DATA RECORDS:
• • •

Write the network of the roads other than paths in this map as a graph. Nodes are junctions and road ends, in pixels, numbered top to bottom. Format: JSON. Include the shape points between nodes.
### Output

• • •

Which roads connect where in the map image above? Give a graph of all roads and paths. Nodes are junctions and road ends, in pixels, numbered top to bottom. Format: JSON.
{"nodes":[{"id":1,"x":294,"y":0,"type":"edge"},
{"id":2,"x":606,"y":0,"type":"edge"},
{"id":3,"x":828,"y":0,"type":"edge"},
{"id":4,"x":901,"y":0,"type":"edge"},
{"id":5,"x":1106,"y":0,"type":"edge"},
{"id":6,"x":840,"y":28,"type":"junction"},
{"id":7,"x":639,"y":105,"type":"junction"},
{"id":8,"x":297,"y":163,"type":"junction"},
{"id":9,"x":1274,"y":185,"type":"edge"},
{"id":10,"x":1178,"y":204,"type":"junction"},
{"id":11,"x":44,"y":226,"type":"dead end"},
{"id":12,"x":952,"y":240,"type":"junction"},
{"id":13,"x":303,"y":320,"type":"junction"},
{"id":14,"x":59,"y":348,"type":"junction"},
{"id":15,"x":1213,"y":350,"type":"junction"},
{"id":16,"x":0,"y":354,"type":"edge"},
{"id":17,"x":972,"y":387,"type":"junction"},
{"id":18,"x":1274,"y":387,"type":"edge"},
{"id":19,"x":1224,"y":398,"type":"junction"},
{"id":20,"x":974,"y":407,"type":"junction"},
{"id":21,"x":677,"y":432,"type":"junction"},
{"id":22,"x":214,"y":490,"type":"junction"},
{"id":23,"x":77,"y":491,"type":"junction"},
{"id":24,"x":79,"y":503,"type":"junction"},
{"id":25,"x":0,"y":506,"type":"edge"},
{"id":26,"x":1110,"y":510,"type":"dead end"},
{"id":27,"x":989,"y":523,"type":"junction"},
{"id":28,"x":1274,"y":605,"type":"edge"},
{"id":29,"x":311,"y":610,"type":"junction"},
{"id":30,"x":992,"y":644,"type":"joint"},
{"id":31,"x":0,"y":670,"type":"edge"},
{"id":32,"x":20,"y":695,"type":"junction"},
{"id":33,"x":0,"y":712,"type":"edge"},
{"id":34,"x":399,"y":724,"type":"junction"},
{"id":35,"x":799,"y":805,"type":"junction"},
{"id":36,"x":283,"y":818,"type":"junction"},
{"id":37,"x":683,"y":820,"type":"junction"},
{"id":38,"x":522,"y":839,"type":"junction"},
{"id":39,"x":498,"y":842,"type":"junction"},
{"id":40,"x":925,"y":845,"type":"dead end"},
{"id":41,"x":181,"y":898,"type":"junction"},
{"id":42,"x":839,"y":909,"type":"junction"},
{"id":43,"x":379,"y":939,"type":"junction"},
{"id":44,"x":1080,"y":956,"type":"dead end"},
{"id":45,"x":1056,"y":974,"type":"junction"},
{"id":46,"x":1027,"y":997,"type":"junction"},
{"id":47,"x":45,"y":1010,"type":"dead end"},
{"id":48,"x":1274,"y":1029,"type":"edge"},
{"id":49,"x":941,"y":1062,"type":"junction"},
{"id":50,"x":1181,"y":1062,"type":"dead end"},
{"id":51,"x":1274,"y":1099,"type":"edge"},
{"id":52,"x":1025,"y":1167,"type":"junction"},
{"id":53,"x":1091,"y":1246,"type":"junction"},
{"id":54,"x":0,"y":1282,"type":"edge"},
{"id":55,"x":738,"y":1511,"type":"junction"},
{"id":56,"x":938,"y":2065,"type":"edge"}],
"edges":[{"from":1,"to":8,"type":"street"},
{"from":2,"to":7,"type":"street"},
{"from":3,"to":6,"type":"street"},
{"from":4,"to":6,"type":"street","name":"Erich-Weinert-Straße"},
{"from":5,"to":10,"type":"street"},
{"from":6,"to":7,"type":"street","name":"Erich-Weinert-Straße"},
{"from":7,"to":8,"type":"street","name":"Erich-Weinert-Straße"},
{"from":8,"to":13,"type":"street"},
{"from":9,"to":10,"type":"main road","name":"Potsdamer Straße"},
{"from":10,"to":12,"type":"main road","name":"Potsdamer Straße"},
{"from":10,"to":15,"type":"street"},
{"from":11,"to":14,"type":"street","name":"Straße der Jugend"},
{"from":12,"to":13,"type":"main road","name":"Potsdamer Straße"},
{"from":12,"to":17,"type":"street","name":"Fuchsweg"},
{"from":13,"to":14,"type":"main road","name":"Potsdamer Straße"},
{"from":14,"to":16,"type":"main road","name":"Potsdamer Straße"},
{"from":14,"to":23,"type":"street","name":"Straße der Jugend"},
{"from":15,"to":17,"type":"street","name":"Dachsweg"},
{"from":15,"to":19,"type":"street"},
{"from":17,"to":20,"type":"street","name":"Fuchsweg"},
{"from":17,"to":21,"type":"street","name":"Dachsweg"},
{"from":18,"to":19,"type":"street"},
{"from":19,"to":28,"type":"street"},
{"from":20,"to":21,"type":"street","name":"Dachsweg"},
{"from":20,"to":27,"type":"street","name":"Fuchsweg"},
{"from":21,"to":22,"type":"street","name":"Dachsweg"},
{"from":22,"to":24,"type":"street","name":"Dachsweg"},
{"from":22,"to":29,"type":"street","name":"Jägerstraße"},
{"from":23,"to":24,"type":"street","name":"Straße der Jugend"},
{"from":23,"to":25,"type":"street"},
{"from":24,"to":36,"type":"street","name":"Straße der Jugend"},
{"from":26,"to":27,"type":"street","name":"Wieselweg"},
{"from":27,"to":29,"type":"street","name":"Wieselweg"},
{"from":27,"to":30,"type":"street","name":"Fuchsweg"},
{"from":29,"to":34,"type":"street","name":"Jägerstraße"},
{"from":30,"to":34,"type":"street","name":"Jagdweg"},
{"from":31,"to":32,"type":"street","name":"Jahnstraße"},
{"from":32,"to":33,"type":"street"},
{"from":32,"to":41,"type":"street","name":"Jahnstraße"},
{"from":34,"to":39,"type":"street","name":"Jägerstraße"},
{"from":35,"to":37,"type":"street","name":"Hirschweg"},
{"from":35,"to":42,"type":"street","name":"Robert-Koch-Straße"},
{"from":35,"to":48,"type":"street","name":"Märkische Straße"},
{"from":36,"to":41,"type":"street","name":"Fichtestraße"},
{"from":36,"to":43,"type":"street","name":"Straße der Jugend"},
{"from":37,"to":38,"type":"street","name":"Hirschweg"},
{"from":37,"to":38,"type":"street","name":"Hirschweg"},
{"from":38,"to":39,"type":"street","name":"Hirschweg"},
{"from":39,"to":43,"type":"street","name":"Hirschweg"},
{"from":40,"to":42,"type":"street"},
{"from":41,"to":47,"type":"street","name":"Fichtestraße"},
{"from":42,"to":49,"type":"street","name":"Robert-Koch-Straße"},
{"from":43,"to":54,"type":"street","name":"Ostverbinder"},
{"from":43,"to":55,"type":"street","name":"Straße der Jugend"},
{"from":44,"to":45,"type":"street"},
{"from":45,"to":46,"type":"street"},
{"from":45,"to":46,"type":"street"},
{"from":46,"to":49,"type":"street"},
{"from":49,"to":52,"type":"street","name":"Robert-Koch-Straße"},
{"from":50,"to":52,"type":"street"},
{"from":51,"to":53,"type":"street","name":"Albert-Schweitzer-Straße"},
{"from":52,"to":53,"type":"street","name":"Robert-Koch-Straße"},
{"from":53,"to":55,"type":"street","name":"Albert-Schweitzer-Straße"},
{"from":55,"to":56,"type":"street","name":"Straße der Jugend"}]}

• • •

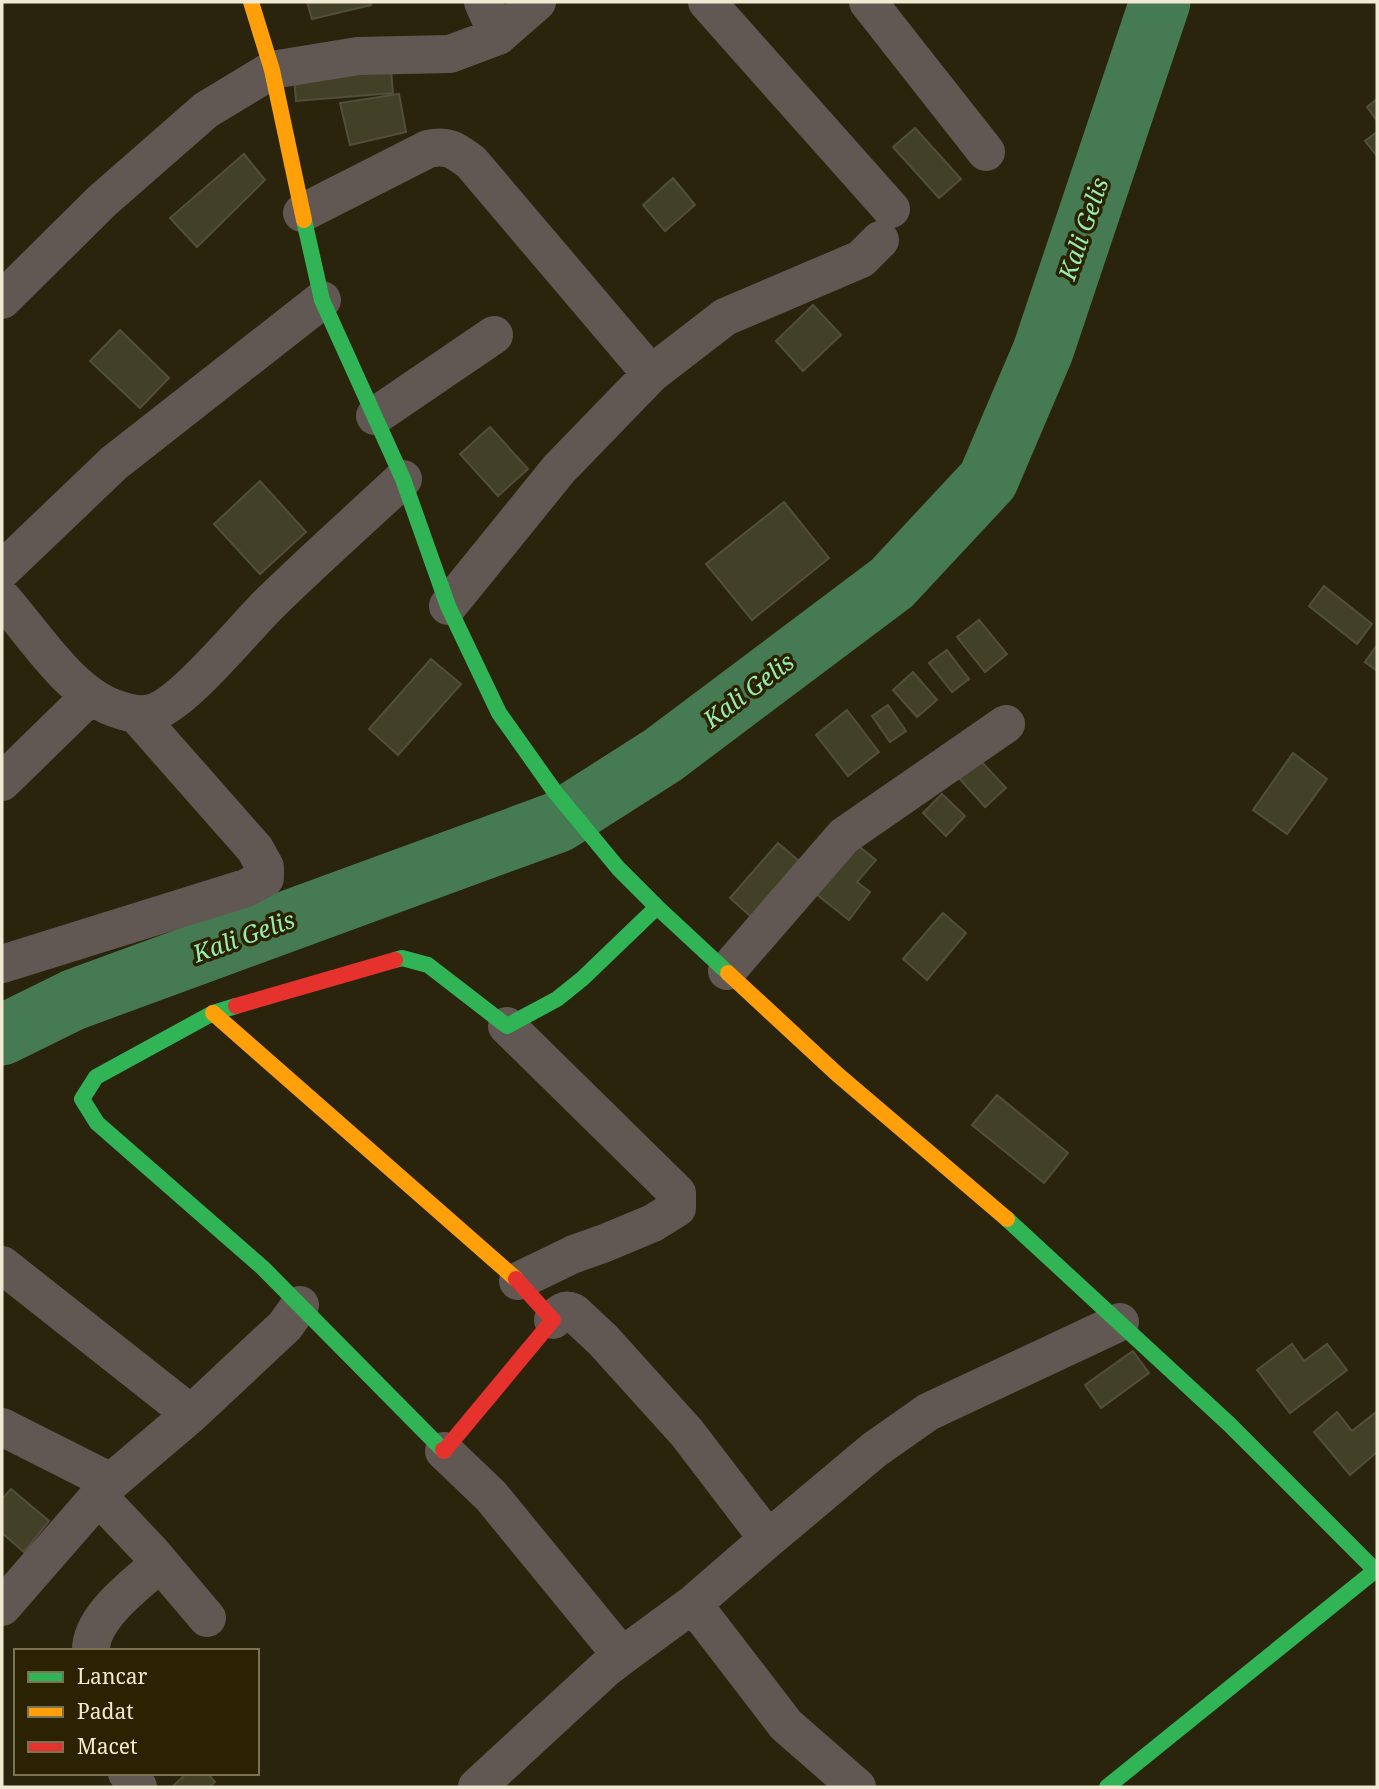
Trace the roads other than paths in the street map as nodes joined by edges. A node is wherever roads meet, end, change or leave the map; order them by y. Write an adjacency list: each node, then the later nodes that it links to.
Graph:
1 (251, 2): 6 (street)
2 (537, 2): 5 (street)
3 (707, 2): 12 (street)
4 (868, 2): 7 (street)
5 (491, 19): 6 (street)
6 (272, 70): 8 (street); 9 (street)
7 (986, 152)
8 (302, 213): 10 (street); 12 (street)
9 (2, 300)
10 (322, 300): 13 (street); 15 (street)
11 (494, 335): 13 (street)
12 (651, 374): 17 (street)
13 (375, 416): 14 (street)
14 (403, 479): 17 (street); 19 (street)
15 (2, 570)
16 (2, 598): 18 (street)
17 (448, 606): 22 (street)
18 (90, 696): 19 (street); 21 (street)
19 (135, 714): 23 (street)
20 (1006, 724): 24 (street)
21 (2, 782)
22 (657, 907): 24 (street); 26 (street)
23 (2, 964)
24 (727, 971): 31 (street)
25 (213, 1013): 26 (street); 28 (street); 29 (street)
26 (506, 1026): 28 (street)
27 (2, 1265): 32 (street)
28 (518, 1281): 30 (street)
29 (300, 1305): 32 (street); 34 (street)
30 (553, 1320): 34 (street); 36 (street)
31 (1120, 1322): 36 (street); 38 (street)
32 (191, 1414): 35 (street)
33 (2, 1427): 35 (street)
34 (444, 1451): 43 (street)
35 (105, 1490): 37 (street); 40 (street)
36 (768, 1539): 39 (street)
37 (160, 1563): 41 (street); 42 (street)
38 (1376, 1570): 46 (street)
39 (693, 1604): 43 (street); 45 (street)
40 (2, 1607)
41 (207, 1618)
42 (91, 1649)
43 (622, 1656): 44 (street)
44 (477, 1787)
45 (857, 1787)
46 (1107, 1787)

• • •

ASSIGNMENT: Check each line of the entries above for the string "other", and return those that contain it.

YOUR RESPONSE:
Write the network of the roads other than paths in this map as a graph. Nodes are junctions and road ends, in pixels, numbered top to bottom. Format: JSON. Include the shape points between nodes.
Trace the roads other than paths in the street map as nodes joined by edges. A node is wherever roads meet, end, change or leave the map; order them by y. Write an adjacency list: each node, then the later nodes that it links to.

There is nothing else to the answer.